Source DB:  PubMed          Journal:  BMC Res Notes        ISSN: 1756-0500


Background

Electrical injury can cause a wide spectrum of cardiac complications ranging from myocardial necrosis with ventricular fibrillation [1] to less common arrhythmias. Atrial fibrillation however is not a common occurrence [2]. AF is known to occur with an increased incidence in advancing age, [3] and diabetes is a recognized risk factor for atrial fibrillation. However, commonly it is seen in association with ischaemic or structural heart disease [4]. Only a handful of electrocution induced new onset AF incidents have been reported [2,5-9], including AF precipitated by a lightning strike [10,11] and a case of a marine diver being electrocuted by a torpedo(electric) ray [12]. The mechanism leading to injury can be explained by the pathway taken by the transient circuit created when electrocution takes place, as it determines the tissue at risk. Blood, due to its high water and electrolyte content is low in resistance and acts as an excellent conductor of electricity [13]. High voltage electricity is usually considered the most dangerous [14]. However when the situation in which electrocution occurs is combined with a suggestive clinical picture [15], attention should not be diverted as even low voltage electrocution could cause cardiac insult [8]. With regards to management of atrial fibrillation following electrocution, lack of proper guidance and protocols has led to various modalities of treatment including DC cardioversion, pharmacological reversion or taking a conservative approach of watchful waiting for spontaneous resolution. Langford et al suggest that in the event of haemodynamic compromise to consider DC cardioversion advicing on medical cardioversion in all other situations [2] an approach also recommended by most guides in general for new onset AF management. However a systematic review regarding acute onset AF found that more than 50% revert to sinus rhythm within 24-48 hrs, especially when a precipitant is withdrawn [16]. We present a case of new onset atrial fibrillation that occurred following a low voltage electrocution which spontaneously reverted in a patient with no prior cardiovascular disease.

Case presentation

A 70-year-old South-Asian woman who was known to be a diabetic with dyslipidaemia having good follow up care without a prior history of ischemic or hypertensive heart disease presented to us with transient loss of consciousness following an accidental electrocution. The electrocution occurred while attempting to change a household fluorescent bulb powered by low voltage alternating current of 220-240 V. Upon spontaneous recovery, the patient’s only complaint was left arm pain. Physical examination revealed a second degree burn injury of 1 cm diameter in both her hands indicating entrance and exit wounds (Figure 1). Systemic examinations of the neurological and respiratory systems did not reveal notable anomalies. Examination of the cardiovascular system revealed an irregularly irregular pulse with a moderate to rapid rate. Patient was haemodynamically stable with no overt features of heart failure and the rest of the cardiovascular examination was normal. Electrocardiogram revealed atrial fibrillation with a moderate to rapid ventricular rate (115-150 beats per minute) without any ischemic features (Figure 2). Cardiac and muscle markers done immediately demonstrated elevated levels of Myoglobin-294.5 ng/mL, CK-MB-17.4 ng/mL and a normal Troponin I value of 0.2 ng/mL (Reference values: Myoglobin 0-80 ng/mL, CK-MB 0-5.0 ng/mL, Troponin I 0-0.5 ng/mL). Eight hours post incident, markers were rechecked and both Myoglobin and CK-MB had normalized and Troponin remained within normal limits. Serum sodium, potassium and thyroid function tests were also normal. A 2D echocardiogram gave a normal study and identified no prior indication of ischemic or hypertensive heart disease.
Figure 1

The left image shows second degree burn injuries on the palmar aspect of the third phalanx of the left hand with blister formation. The image on the right shows the little finger having similar injuries on the dorsal surface just below the nail.

Figure 2

Preliminary ECG taken when patient was unconscious showing atrial fibrillation with a moderate to rapid ventricular rate.

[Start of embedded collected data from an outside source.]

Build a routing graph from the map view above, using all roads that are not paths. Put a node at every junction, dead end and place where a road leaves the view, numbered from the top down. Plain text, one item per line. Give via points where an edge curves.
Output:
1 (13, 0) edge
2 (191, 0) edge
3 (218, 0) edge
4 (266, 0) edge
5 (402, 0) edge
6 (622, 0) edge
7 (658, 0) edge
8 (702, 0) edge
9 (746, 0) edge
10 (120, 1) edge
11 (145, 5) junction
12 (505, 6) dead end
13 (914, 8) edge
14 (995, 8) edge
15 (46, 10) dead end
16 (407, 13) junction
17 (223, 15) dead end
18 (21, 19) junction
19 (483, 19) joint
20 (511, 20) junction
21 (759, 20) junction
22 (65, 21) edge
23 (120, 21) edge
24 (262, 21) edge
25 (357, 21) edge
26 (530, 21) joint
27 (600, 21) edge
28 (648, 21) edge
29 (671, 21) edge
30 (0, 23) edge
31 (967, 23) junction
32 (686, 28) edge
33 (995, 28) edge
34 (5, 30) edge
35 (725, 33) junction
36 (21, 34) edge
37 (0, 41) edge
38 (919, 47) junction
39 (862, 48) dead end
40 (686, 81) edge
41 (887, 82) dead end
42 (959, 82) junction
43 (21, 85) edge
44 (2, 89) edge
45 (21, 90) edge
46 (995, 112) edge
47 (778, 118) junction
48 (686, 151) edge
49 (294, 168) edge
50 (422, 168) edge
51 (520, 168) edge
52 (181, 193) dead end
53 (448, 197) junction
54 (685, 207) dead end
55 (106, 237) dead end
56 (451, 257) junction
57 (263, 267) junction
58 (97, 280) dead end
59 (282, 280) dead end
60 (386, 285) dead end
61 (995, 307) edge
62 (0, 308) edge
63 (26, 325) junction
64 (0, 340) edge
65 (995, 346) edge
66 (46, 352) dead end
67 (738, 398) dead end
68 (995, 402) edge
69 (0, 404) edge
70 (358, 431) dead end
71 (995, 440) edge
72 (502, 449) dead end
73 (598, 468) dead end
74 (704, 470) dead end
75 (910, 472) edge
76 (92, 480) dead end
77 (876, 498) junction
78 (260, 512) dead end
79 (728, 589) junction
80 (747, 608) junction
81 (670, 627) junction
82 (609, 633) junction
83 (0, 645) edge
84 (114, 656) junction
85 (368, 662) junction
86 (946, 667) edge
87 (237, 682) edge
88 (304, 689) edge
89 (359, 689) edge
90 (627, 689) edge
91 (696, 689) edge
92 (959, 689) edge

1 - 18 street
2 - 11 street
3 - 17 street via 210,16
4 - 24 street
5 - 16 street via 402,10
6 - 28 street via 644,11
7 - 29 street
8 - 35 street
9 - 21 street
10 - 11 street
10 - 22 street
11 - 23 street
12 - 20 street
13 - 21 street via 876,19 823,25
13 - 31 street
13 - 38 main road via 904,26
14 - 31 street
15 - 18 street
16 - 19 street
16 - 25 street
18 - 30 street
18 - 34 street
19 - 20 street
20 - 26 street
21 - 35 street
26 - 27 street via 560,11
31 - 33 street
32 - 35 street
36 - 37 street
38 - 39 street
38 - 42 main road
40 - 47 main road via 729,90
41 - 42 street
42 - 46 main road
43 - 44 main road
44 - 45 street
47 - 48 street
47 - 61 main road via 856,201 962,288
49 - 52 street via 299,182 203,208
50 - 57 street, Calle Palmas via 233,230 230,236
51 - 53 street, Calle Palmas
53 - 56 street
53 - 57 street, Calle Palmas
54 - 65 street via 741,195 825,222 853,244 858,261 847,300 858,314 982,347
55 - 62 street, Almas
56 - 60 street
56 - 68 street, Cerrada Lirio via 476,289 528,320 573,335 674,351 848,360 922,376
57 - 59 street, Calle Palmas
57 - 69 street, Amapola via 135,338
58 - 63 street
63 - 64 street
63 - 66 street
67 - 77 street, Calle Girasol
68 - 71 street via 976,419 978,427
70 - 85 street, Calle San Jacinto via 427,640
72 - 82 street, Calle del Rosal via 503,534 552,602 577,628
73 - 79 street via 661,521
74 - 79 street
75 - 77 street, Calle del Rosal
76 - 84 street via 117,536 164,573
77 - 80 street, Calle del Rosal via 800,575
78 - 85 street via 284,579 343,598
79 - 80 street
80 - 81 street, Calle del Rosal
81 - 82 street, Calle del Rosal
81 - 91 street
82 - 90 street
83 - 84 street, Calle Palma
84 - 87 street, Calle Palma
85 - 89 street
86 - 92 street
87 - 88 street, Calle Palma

The left image shows second degree burn injuries on the palmar aspect of the third phalanx of the left hand with blister formation. The image on the right shows the little finger having similar injuries on the dorsal surface just below the nail. Preliminary ECG taken when patient was unconscious showing atrial fibrillation with a moderate to rapid ventricular rate. High dependency unit management was instituted with continuous electrocardiographic observation. In the absence of hemodynamic compromise, a rapid ventricular rate was the only feature which was controlled with atenolol. The atrial fibrillation reverted to sinus rhythm within 6 hours spontaneously (Figure 3). Patient was kept under electrocardiographic monitoring on day one and repeated ECG’s were taken and assessed on day two. Upon discharge patient was in sinus rhythm. She was reviewed one week later with an electrocardiogram which demonstrated atrial premature complexes (Figure 4).
Figure 3

ECG taken following spontaneous reversion to sinus rhythm.

Figure 4

ECG taken on review one week after spontaneous reversion demonstrates a ventricular premature complex with two different atrial morphologies (shown in red and blue arrows) suggesting atrial premature complexes (denoted by red arrows) in a supraventricular bigeminy pattern.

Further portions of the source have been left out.